▸ Task details: Copy every entry word for word, but skip the pictures.

%%

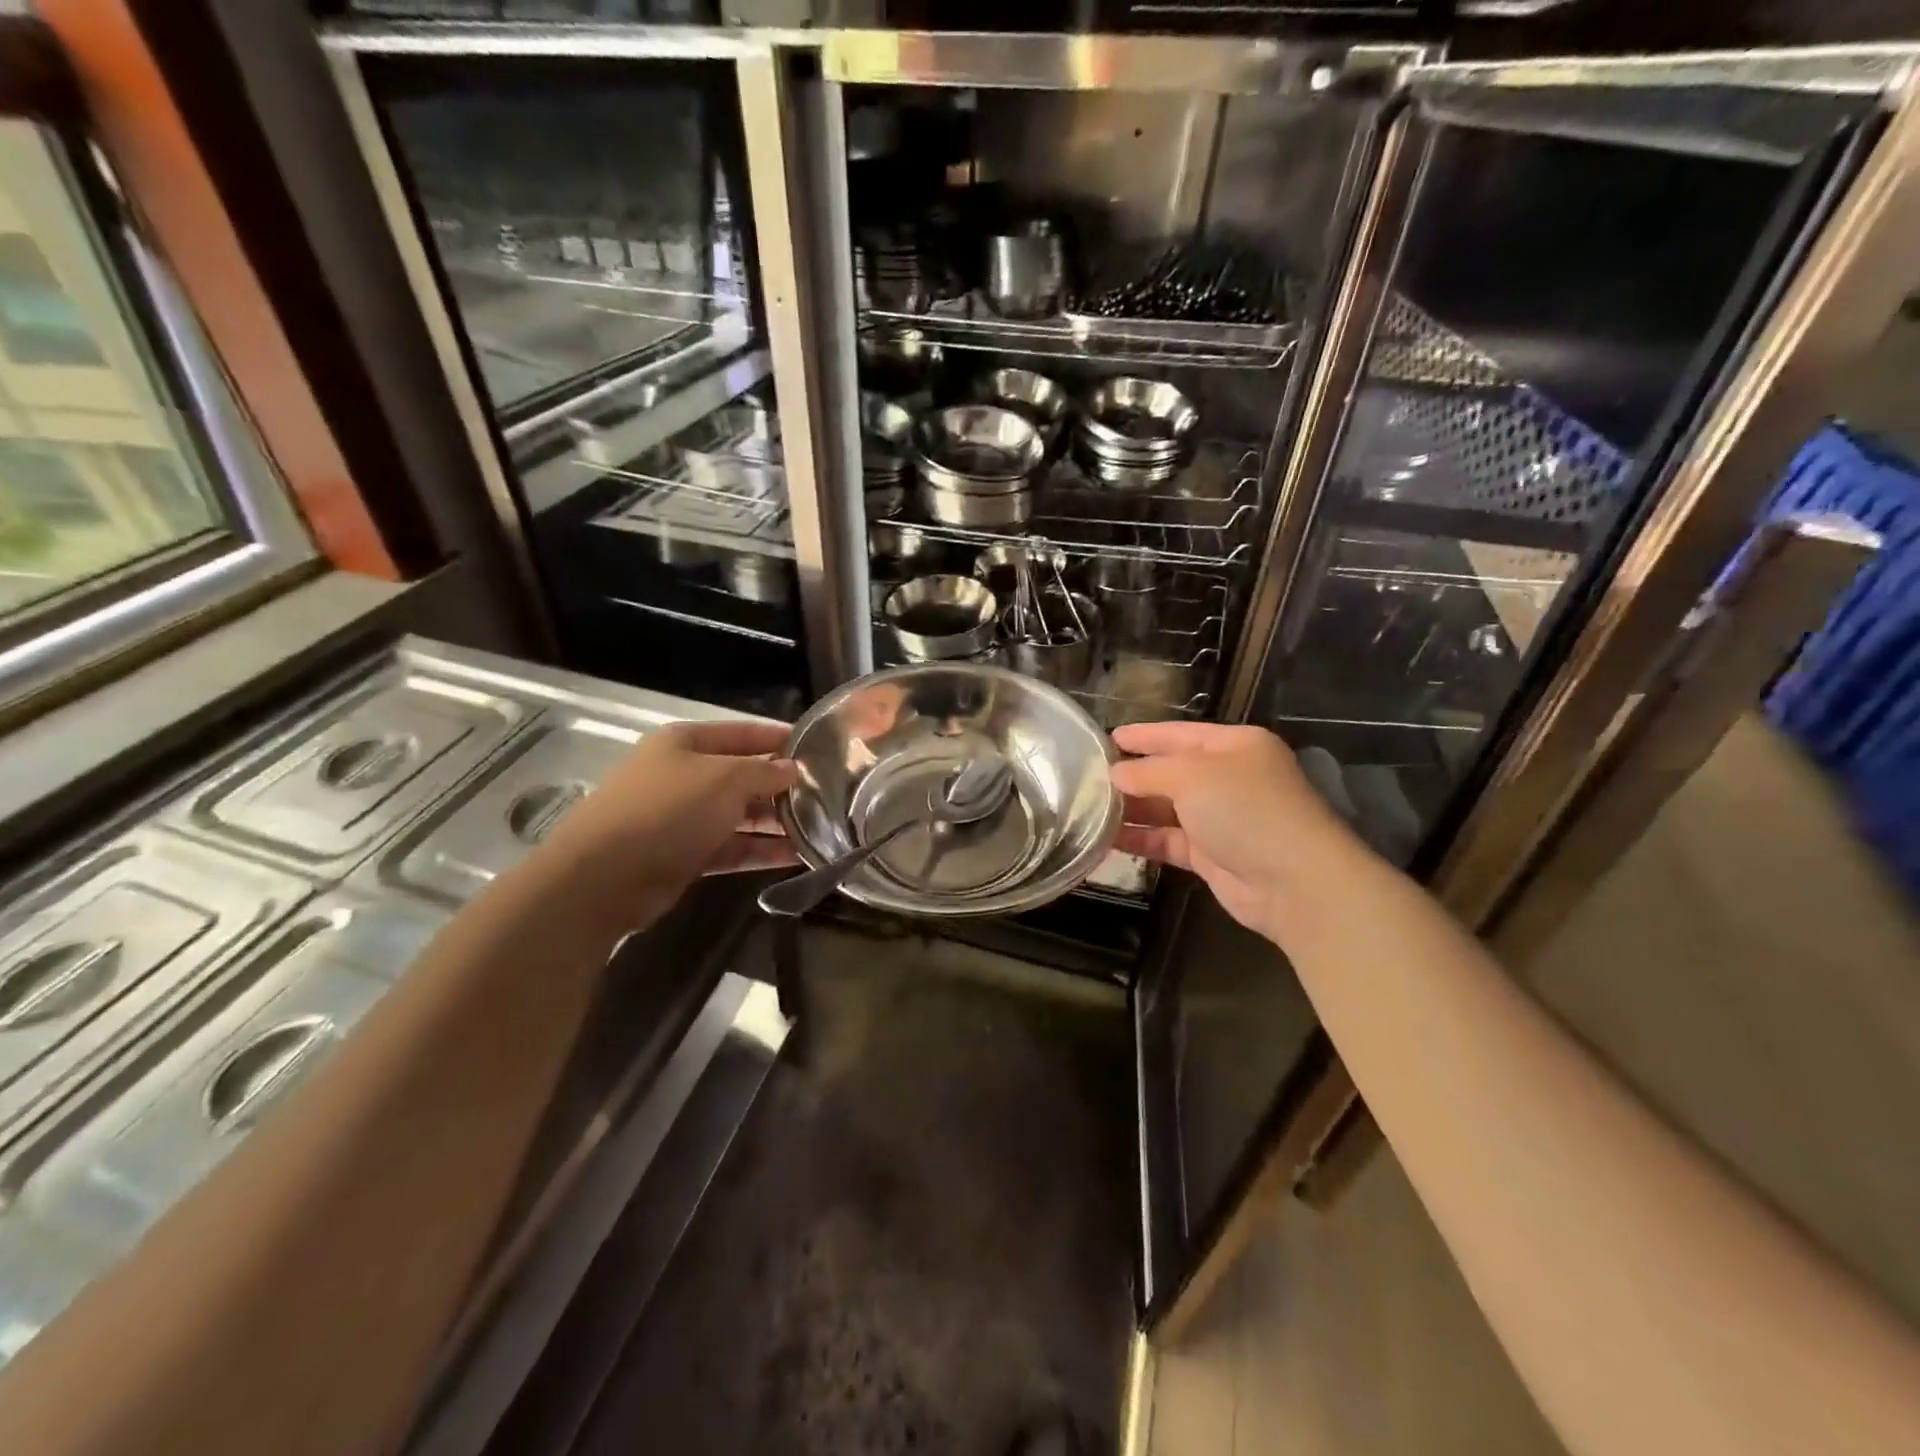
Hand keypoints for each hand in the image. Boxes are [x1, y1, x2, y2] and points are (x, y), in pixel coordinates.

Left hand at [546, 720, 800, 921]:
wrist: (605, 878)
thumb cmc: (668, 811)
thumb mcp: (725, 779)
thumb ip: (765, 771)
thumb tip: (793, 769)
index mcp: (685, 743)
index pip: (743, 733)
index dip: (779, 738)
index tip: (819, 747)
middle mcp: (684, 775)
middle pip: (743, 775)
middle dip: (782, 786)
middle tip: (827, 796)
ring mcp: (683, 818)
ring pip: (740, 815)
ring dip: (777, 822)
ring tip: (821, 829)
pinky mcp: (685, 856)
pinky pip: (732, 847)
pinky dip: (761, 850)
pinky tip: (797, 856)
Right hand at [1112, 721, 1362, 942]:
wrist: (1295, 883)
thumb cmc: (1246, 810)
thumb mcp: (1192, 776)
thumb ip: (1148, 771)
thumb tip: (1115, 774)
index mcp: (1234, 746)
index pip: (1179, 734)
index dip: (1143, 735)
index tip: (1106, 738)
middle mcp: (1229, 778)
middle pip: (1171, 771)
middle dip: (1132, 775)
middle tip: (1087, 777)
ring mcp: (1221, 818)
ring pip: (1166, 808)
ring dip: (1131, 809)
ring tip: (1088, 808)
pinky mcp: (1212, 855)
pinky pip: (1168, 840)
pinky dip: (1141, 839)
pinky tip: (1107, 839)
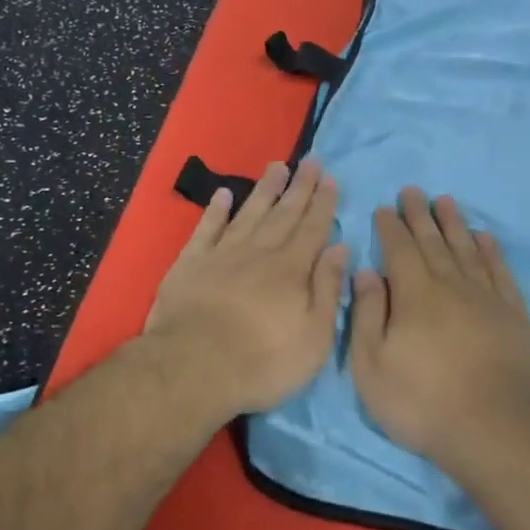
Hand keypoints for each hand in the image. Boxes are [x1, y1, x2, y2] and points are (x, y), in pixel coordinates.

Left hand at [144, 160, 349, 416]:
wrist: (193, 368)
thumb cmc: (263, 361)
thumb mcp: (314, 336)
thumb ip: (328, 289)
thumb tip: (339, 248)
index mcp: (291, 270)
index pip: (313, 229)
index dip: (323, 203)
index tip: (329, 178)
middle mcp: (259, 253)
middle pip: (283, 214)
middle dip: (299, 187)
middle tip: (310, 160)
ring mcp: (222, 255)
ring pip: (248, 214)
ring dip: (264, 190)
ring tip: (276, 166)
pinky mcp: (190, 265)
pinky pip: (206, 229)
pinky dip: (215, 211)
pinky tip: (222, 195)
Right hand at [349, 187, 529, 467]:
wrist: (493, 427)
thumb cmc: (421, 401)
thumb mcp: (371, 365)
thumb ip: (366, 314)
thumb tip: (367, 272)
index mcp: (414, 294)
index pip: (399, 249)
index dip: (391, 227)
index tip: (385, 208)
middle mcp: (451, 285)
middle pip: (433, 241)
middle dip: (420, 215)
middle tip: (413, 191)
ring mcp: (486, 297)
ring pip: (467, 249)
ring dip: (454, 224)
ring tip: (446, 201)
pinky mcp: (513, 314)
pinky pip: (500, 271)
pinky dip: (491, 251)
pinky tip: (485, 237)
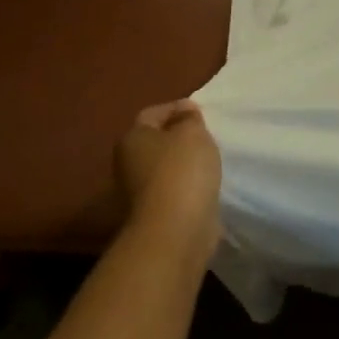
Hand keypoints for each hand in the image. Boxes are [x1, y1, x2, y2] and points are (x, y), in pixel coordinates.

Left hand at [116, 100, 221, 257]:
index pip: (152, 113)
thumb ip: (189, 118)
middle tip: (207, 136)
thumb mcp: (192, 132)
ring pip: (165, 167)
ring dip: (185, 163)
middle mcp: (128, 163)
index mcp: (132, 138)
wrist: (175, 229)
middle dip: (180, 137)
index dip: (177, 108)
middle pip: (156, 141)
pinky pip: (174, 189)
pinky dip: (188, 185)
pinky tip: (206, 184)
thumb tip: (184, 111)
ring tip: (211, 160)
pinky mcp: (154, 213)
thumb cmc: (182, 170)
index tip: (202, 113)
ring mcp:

%%

▸ Task result:
Hand keypoints for each hand in the image. Boxes are [x1, y1, x2, y2] and points are (x, y), in pixel coordinates.

Left hand at [546, 720, 800, 921]:
wrist: (605, 878)
thumb cmc: (668, 811)
thumb mcp: (725, 779)
thumb ip: (765, 771)
thumb tip: (793, 769)
index mcp: (685, 743)
index pip: (743, 733)
index dip: (779, 738)
index tip: (819, 747)
middle mcp: (684, 775)
middle pip: (743, 775)
middle dip: (782, 786)
middle tip: (827, 796)
ring mcp: (683, 818)
ring pip: (740, 815)
ring dip: (777, 822)
ring tip: (821, 829)
pinky mcp: (685, 856)
pinky pip: (732, 847)
pinky dip: (761, 850)
pinky tip: (797, 856)
Right hand at [1112, 721, 1362, 942]:
wrist: (1295, 883)
thumb cmc: (1246, 810)
thumb mcp: (1192, 776)
thumb ip: (1148, 771)
thumb tip: (1115, 774)
index mcp: (1234, 746)
index pip: (1179, 734)
index dip: (1143, 735)
index tip: (1106, 738)
middle mcp: (1229, 778)
middle pip: (1171, 771)
middle dip: (1132, 775)
middle tip: (1087, 777)
ring mcp: (1221, 818)
ring pip: (1166, 808)
ring dip: (1131, 809)
ring tip: (1088, 808)
pinky mcp: (1212, 855)
pinky pip: (1168, 840)
pinky dip: (1141, 839)
pinky tip: (1107, 839)
Hand keypoints for each hand in the image. Boxes are [x1, y1, x2, y2] and points are (x, y), in pixel coordinates.

Left hand at [144, 160, 349, 416]:
wrist: (193, 368)
thumb cmc: (263, 361)
thumb mcp: (314, 336)
thumb ip: (328, 289)
thumb tip: (339, 248)
index mcp: (291, 270)
index pip: (313, 229)
index dip: (323, 203)
index tip: (329, 178)
middle mcp: (259, 253)
middle pip: (283, 214)
middle dip: (299, 187)
middle tip: (310, 160)
ring mcp: (222, 255)
ring pip: (248, 214)
ring dip: (264, 190)
ring tip: (276, 166)
pinky mcp: (190, 265)
pinky pip: (206, 229)
pinky dip: (215, 211)
pinky tip: (222, 195)
Right hand at [349, 187, 529, 467]:
wrist: (493, 427)
thumb cmc: (421, 401)
thumb mcp: (371, 365)
thumb ip: (366, 314)
thumb tip: (367, 272)
index mcp: (414, 294)
index pip: (399, 249)
index dip: (391, 227)
index tip: (385, 208)
middle mcp: (451, 285)
middle pip: (433, 241)
middle dip: (420, 215)
middle tip: (413, 191)
ring mcp: (486, 297)
ring pip: (467, 249)
ring dip: (454, 224)
ring tip: (446, 201)
pinky mcp: (513, 314)
pinky pip: (500, 271)
pinky dip: (491, 251)
pinky tip: (485, 237)
Hand keypoints for each hand in the image. Boxes are [x1, y1, x2, y2] and points are (x, y), in pixel coordinates.

Left hand at [116, 100, 221, 257]:
index pip: (152, 113)
thumb ip: (189, 118)
middle tip: (207, 136)
thumb mcp: (192, 132)
ring pip: (165, 167)
ring dip: (185, 163)
middle mcp: (128, 163)
index mcp: (132, 138)
wrist: (175, 229)
middle dip: (180, 137)
index dip: (177, 108)
middle pip: (156, 141)
pinky pip: (174, 189)
pinky dip: (188, 185)
pinky tip: (206, 184)
thumb tip: (184, 111)
ring tip: (211, 160)
pinky mcp: (154, 213)
thumb cmc: (182, 170)
index tip: (202, 113)
ring mcp:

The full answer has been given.